The right way to go about this is to sniff out the aromas before you take that first sip. Close your eyes and begin to isolate the different things you can pick up on from your palate. To explore flavor interpretations in greater depth, read more about how to develop a wine tasting palate.
Don’t worry about fancy language. Jot down what comes to mind and go with that because there is no wrong way to taste wine.
The only thing that you may need to apply is a constant method to draw out the appearance, aromas, flavors, and finish of the wine you’re enjoying in a language that you understand.
What’s the story with swirling wine?
The short answer may be that most of the enjoyment of wine comes primarily from aromas, so swirling the wine will aerate it slightly, helping it to expose those aromas that are resting in the bowl of the glass.
Swirling helps release hundreds of different aroma compounds found in wine. These compounds are the reason why wine has such an array of aromas.
What’s the best way to swirl your wine?
- Start by pouring some wine in your wine glass and keep it below the roundest curve of your glass
- Now place your thumb and forefinger at the base of your stemmed glass as it sits on the table
- Draw tiny circles on the table as you hold on to the base of your glass
- There’s no need to do this any more than three times, so take it easy with the swirling motion
- Now lift the glass and bring it to your nose for a good sniff
As you get the hang of the circling motion, you can try to swirl your wine without using the table as a resting place for your glass.
Red Wine For Beginners
Red wine is somewhat of an acquired taste when you’re in the beginning stages of the discovery of wine, but we’re here to take you through some of the different types and varieties of wines that are for a novice.
Are you interested in exploring the finer points of these varietals? Explore our red wine guide for beginners.
These red wines are probably the best wines for beginners because they’re so lightweight and refreshing. Light-bodied reds are wines that you can enjoy without food, but you can also pair it well with your bolognese thanks to their lower tannin levels.

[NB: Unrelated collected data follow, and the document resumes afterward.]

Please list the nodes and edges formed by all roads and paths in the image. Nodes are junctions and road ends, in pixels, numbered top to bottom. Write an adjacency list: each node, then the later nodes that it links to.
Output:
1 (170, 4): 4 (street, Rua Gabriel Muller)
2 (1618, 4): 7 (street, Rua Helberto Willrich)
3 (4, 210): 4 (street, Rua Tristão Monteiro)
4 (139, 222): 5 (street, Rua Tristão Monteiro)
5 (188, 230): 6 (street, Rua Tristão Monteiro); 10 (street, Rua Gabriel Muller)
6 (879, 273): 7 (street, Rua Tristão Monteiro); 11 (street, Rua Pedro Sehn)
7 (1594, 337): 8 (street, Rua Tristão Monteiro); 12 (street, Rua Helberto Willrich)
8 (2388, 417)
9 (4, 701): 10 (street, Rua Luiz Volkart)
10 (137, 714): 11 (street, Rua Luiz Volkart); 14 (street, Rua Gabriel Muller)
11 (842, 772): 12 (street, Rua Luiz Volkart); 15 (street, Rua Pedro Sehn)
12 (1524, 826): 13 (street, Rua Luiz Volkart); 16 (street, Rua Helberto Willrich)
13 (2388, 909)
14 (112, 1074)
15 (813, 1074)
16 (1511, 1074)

- Pinot Noir – This is a light, smooth wine for beginners that’s a lovely acidity to it. The grape grows anywhere from Burgundy to Sonoma. Every bottle of Pinot Noir will ultimately have a different flavor profile based on where it was produced. Typically, you can expect a healthy dose of red-fruits combined with earthy, herby notes
- St. Laurent – Savor this hugely underrated light-bodied red from Austria with your BBQ or cheese platter as the flavors of berries, cherries, and baking spices unfold
Take things up a notch with these wines that aren’t too bold or light. It’s just right. Medium-bodied wines showcase more tannins than lighter wines, but nothing too overwhelming, so the flavor you can expect is anything but complex.
- Merlot – This varietal is your weekday dinner companion with its versatile profile that unlocks flavors of cherries, chocolate, and soft tannins. Pair this with roasted lamb or chicken and veggies
- Zinfandel – Stock up with the jammy, candied fruit flavors and spicy finish of a reliable Zinfandel. If you like something that packs a bit of a punch, this is the wine for you. Its alcohol content is higher but not heavy and pairs well with curries
These wines contain the highest tannin levels and create a bit of a heavy feeling on the palette. You’ll do well by pairing a full-bodied red with hearty stews and rich, substantial dishes.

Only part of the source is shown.